Monday, December 24, 2012

Vasco Mourão's New York Perceptions

This caught my eye in the current year-end double-issue of The New Yorker. It's by Vasco Mourão, a Portuguese artist based in Barcelona whom I had not previously noted. His page New York Perceptions resembles the Sketchbook page the magazine occasionally runs, not often enough for me. This is an incredibly detailed and textured rendering of some part of midtown. The boldly intruding negative space suggests this is adjacent to a park, although I don't recognize it. The vantage point is evidently extremely high, as if from an incongruously high tower. So, where exactly are we?

Vasco Mourão, New York  Perceptions
The New Yorker, December 24 and 31, 2012, Page 93

Below is another cityscape contributed by the artist and published in The New Yorker last April. Once again, it's dazzling, but where are we now exactly? Is that the Brooklyn Bridge entering midtown just north of the Chrysler Building? Here there is no possibility of this being a view from a tower. We are observing the City from over the East River, so this would have to be an aerial view.

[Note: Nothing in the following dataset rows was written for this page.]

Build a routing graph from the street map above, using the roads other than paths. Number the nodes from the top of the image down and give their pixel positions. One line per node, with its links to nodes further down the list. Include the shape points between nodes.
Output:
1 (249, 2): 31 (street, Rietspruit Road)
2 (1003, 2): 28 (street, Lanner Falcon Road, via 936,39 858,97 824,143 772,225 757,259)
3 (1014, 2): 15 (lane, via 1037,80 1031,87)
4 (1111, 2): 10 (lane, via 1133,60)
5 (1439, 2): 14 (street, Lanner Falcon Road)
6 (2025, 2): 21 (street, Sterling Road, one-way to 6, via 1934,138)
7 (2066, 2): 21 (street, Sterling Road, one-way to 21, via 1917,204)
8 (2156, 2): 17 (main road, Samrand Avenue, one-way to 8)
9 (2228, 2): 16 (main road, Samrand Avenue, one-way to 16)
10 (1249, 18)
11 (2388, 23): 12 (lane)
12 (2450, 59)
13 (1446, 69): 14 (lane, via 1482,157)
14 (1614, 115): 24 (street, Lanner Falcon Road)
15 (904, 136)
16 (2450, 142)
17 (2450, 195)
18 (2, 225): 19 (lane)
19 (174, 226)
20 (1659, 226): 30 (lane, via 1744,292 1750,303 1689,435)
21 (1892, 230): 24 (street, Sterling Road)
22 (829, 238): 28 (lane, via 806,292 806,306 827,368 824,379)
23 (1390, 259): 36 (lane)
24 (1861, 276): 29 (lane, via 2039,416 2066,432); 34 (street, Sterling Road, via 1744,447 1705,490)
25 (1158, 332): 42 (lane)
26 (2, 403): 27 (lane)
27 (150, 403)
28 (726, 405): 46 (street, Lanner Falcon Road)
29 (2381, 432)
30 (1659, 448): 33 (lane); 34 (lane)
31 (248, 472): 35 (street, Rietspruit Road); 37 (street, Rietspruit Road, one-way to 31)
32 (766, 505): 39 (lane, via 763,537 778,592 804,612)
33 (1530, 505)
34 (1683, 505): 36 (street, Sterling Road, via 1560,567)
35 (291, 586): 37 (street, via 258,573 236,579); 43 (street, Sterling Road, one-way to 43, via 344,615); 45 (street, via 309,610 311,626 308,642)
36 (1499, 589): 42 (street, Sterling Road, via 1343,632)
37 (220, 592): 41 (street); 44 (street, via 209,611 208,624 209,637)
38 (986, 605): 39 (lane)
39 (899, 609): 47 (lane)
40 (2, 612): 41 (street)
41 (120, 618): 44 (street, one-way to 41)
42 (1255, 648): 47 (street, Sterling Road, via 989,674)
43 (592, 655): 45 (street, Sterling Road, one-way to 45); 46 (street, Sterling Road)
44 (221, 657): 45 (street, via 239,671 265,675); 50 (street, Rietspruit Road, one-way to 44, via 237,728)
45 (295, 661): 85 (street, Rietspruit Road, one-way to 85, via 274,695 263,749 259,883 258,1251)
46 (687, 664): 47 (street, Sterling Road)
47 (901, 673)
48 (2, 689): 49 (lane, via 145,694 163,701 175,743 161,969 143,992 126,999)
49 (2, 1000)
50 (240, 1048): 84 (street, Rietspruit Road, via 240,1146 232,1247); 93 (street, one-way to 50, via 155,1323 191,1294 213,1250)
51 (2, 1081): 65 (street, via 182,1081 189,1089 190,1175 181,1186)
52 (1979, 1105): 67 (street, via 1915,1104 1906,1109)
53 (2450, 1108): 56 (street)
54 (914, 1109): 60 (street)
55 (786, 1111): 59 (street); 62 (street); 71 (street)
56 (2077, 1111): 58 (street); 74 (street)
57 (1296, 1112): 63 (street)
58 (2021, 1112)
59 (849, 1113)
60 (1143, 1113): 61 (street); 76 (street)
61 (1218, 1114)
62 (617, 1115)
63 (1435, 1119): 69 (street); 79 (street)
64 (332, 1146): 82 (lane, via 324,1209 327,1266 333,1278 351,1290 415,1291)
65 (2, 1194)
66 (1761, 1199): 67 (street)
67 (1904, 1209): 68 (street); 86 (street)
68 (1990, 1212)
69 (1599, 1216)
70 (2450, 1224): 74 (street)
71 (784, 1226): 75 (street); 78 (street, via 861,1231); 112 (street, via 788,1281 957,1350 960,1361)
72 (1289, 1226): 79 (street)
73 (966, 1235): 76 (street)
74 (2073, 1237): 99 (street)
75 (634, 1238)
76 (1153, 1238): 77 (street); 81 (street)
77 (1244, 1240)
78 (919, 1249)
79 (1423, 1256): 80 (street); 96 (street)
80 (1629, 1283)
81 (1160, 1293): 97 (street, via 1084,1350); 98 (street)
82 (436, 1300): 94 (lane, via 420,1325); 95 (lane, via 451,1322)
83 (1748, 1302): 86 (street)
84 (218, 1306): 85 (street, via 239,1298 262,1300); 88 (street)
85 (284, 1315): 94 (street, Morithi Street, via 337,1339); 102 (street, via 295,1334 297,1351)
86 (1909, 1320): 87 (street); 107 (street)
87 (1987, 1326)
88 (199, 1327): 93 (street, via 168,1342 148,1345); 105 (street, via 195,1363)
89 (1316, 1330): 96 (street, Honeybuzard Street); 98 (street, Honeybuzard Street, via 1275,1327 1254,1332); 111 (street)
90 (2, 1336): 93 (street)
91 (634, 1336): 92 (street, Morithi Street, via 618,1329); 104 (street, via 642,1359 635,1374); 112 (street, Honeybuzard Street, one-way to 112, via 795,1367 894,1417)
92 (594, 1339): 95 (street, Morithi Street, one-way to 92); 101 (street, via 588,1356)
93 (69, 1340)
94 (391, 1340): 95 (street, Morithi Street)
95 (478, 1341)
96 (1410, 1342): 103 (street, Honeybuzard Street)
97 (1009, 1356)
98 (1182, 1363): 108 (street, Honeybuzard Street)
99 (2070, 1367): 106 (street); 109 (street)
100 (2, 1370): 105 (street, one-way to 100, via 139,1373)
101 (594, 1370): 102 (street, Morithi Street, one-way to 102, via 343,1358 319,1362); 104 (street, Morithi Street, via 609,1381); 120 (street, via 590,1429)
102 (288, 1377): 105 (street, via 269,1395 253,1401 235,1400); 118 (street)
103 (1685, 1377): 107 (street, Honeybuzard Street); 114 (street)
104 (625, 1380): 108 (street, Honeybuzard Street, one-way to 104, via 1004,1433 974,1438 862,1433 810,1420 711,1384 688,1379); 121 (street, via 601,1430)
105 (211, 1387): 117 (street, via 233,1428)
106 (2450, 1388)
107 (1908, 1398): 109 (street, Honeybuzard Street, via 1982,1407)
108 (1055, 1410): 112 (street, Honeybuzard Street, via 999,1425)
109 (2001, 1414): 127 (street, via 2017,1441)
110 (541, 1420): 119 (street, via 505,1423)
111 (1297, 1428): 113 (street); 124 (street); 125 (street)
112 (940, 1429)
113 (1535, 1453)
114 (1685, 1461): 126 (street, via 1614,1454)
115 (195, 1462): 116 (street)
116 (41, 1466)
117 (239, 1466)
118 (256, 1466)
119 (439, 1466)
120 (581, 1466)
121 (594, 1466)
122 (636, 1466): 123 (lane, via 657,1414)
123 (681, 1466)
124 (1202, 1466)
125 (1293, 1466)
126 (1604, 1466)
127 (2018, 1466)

What we're looking at is apparently a capriccio, a type of architectural fantasy popular in the 18th century, where buildings or ruins were juxtaposed in fantastic or impossible ways. We now have a 21st century version of this, where a reimagined midtown Manhattan is even more densely crowded than in reality.

But now what of the December image, above. It seems like a far more plausible aerial view, but is it truly based on reality, or is there some element of urban fantasy as well?


Vasco Mourão, New York  Perceptions
The New Yorker, April 23, 2012, Page 46

January 10, 2013 Update:  The New Yorker's online edition identifies the December 24 drawing as "About Central Park." That would make this a view of Central Park South with a dense array of buildings that are imported by the artist from other Manhattan locations.